Martin v. Löwis wrote:
Travis Oliphant schrieb:
r_field = PyDict_GetItemString(dtype,'r');
Actually it should read PyDict_GetItemString(dtype->fields). The r_field is a tuple (data-type object, offset). The fields attribute is (currently) a Python dictionary.
Ok. This seems to be missing in the PEP.
Yeah, actually quite a bit is missing. Because I wanted to float the idea for discussion before "getting the details perfect" (which of course they wouldn't be if it was just my input producing them).
In this code, where is PyArray_GetField coming from?
This is a NumPy Specific C-API. That's why I was confused about why you wanted me to show how I would do it.
But, what you are actually asking is how would another application use the data-type information to do the same thing using the data-type object and a pointer to memory. Is that correct?
This is a reasonable thing to request.

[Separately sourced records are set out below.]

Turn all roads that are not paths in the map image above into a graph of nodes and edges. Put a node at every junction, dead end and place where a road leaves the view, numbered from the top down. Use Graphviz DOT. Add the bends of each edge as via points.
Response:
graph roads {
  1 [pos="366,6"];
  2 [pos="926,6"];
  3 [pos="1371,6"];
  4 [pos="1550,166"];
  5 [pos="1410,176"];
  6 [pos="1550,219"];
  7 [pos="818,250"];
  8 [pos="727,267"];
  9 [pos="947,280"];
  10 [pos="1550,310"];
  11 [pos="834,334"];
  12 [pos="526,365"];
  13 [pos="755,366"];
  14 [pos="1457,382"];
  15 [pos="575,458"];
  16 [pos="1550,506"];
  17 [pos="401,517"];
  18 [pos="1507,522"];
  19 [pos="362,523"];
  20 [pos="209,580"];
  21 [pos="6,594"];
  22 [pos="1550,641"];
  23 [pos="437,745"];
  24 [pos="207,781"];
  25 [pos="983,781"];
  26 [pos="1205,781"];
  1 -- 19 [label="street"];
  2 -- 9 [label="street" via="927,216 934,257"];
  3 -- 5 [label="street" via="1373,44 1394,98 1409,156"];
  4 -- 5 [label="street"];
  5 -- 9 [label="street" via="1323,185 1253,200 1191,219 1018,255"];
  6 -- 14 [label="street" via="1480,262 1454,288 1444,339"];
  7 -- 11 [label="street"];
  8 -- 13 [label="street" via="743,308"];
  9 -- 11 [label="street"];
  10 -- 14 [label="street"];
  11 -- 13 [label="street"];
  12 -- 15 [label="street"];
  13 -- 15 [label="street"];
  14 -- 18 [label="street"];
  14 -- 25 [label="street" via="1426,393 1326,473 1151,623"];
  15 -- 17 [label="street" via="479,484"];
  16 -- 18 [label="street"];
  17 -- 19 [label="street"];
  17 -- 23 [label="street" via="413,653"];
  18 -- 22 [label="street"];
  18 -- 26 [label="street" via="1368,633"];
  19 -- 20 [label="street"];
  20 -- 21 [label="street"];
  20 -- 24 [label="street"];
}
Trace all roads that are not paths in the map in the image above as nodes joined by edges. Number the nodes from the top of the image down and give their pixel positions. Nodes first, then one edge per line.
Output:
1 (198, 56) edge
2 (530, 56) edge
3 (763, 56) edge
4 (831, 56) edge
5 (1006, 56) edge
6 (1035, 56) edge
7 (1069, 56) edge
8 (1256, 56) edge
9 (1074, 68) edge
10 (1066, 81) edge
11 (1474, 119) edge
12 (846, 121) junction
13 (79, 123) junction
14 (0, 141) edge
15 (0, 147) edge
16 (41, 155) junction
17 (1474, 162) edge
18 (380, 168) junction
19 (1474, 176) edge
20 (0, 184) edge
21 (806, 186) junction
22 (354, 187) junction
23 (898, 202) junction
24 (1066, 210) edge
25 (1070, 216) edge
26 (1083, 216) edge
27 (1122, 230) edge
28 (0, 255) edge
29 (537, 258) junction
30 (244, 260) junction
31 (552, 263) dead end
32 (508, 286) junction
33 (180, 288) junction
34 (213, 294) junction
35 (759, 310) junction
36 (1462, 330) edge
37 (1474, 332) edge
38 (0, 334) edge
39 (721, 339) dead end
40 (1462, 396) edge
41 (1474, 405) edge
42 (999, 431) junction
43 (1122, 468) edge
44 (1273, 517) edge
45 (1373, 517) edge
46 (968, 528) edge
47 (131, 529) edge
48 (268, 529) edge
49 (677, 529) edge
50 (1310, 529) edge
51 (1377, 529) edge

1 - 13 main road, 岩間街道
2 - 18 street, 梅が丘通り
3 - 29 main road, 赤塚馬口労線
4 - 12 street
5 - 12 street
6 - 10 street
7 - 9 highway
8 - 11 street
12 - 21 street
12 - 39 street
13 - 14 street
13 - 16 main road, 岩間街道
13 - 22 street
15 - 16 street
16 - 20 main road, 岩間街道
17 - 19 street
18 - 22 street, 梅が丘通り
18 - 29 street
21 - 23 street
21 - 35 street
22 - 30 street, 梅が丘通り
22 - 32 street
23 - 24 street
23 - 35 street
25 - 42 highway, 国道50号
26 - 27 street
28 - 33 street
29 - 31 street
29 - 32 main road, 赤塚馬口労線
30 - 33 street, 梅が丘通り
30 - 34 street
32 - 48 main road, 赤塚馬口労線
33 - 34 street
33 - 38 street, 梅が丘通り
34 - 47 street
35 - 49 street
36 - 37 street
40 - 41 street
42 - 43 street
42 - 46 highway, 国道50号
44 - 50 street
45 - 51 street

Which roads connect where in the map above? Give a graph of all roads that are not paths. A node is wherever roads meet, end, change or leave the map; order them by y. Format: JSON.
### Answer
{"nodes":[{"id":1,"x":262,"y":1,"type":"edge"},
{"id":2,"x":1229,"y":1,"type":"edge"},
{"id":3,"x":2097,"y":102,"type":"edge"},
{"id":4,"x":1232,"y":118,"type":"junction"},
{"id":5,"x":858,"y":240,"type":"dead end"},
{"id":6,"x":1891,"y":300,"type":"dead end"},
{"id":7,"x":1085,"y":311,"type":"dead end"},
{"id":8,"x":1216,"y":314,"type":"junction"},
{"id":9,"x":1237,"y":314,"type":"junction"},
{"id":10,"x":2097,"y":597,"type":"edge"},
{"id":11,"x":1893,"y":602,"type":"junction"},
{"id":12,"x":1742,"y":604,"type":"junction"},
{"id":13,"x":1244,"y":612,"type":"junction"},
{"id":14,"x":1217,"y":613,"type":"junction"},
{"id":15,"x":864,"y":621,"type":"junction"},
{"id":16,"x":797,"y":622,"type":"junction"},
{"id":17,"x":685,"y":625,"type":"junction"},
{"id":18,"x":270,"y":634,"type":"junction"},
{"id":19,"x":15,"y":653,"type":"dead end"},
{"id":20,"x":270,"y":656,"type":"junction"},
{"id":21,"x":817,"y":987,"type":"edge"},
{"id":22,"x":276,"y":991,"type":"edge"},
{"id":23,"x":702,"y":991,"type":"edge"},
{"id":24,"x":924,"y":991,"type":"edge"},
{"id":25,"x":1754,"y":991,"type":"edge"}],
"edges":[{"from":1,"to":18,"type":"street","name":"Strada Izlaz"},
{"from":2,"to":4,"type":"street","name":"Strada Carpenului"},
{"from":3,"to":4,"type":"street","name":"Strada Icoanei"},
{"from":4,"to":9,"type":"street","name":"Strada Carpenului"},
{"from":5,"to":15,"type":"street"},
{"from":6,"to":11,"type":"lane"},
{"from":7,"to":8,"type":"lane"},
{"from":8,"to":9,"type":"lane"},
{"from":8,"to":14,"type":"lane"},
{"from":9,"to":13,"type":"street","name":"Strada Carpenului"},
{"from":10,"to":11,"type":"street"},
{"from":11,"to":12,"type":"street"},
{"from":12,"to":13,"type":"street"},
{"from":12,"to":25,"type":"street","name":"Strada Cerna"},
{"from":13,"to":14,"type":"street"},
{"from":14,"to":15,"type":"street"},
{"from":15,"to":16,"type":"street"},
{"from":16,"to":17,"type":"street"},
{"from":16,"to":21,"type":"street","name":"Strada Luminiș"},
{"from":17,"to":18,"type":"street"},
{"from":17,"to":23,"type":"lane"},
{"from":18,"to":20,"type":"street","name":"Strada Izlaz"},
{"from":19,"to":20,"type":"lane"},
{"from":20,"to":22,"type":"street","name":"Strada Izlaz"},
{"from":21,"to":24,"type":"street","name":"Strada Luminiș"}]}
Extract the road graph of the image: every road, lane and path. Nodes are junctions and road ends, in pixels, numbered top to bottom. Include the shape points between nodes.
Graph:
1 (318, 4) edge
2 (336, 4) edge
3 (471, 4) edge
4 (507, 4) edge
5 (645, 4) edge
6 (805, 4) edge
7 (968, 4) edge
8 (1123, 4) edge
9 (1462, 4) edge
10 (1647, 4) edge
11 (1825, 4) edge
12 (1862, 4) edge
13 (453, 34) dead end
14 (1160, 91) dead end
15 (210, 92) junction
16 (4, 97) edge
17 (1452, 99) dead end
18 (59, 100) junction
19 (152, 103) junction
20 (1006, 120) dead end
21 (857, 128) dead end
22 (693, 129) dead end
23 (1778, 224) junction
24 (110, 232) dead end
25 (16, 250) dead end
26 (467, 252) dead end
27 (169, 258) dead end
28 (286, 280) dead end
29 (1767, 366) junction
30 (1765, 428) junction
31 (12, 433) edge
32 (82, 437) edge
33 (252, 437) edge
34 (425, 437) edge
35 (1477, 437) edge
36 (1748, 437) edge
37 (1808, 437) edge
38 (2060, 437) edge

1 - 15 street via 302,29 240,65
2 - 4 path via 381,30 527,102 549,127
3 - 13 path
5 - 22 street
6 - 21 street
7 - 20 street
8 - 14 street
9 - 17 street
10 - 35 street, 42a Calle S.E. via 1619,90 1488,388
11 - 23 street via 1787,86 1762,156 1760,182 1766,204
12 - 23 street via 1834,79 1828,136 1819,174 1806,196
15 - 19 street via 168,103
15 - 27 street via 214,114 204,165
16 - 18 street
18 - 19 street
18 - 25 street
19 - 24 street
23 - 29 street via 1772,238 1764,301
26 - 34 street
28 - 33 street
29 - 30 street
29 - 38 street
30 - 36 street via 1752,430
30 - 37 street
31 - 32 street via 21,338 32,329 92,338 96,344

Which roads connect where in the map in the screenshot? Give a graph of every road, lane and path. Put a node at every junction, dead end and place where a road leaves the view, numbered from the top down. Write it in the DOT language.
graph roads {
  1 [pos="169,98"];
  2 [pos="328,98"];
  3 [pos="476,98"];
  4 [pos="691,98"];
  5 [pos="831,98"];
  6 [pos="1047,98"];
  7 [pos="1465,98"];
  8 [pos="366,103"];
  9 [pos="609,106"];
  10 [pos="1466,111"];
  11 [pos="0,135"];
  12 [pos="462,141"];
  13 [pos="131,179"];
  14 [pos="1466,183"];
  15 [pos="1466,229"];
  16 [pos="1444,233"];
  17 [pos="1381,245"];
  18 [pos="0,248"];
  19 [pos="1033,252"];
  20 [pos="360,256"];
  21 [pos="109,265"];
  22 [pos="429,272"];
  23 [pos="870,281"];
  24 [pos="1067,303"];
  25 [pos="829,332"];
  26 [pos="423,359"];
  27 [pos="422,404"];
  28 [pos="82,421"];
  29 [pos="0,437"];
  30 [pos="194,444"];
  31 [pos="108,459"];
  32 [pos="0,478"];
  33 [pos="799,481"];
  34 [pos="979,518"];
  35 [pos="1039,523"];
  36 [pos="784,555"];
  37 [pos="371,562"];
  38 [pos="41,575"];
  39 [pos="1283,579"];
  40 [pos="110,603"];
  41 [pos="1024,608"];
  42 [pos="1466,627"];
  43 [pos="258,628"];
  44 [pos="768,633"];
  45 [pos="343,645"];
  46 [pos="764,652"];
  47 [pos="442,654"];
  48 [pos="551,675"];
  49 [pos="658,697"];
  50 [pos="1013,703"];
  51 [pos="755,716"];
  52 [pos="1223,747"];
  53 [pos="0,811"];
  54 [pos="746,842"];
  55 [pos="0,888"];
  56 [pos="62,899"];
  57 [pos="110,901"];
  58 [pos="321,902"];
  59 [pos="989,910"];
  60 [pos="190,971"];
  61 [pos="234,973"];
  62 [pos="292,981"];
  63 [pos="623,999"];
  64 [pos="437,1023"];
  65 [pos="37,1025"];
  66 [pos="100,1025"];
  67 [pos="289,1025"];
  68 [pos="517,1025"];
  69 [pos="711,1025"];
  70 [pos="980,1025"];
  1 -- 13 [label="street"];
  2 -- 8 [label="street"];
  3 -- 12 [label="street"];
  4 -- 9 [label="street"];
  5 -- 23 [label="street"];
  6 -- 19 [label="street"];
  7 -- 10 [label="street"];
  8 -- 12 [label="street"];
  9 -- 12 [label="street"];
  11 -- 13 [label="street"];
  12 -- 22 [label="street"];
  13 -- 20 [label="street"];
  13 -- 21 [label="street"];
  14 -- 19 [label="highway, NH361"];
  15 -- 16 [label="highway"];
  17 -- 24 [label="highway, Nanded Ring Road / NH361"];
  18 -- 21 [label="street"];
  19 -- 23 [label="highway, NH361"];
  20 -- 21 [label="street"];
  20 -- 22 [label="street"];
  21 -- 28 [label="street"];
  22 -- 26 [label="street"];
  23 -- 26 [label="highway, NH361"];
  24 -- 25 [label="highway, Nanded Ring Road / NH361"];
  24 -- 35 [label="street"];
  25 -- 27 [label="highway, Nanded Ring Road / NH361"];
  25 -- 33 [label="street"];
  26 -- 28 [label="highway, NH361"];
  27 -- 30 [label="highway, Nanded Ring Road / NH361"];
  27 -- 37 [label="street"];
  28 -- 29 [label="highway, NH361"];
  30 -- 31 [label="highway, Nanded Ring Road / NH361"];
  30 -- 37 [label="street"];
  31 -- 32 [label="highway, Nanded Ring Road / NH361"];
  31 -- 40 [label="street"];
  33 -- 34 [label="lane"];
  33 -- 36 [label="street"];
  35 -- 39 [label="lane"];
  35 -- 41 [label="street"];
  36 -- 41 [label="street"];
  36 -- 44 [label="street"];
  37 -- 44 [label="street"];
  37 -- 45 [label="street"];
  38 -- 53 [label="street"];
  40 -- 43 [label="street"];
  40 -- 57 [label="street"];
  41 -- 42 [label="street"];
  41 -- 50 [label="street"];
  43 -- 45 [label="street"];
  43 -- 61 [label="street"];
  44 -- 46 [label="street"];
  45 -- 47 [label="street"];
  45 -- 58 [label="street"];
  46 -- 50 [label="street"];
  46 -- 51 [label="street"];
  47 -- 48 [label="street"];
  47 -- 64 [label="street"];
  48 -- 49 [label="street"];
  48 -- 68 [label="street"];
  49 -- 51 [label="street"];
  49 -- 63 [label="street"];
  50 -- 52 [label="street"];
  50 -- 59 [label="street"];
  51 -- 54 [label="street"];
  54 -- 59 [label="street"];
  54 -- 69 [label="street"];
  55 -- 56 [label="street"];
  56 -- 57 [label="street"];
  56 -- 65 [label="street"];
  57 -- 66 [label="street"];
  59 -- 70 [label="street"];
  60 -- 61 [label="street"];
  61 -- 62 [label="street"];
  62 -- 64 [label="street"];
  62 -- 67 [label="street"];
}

And your example is a good one. I will use the PEP to explain it.
Ultimately, the code you are asking for will have to have some kind of dispatch table for different binary code depending on the actual data-types being shared (unless all that is needed is a copy in which case just the size of the element area can be used). In my experience, the dispatch table must be present for at least the "simple" data-types. The data-types built up from there can depend on those.
In NumPy, the data-type objects have function pointers to accomplish all the things NumPy does quickly. So, each data-type object in NumPy points to a function-pointer table and the NumPy code defers to it to actually accomplish the task (much like Python really).
Not all libraries will support working with all data-types. If they don't support it, they just raise an error indicating that it's not possible to share that kind of data.
What does it do? If I wanted to write this code from scratch, what should I write instead? Since this is all about a flat memory block, I'm surprised I need "true" Python objects for the field values in there.
Well, actually, the block could be "strided" as well.
So, you would write something that gets the pointer to the memory and then gets the extended information (dimensionality, shape, and strides, and data-format object). Then, you would get the offset of the field you are interested in from the start of the element (it's stored in the data-format representation).
Then do a memory copy from the right place (using the array iterator in NumPy you can actually do it without getting the shape and strides information first but I'm holding off on that PEP until an N-d array is proposed for Python). I'll write something like that as an example and put it in the PEP for the extended buffer protocol.
But, the other option (especially for code already written) would be to just convert the data-format specification into it's own internal representation.
Ok, so your assumption is that consumers already have their own machinery, in which case ease-of-use would be the question how difficult it is to convert datatype objects into the internal representation.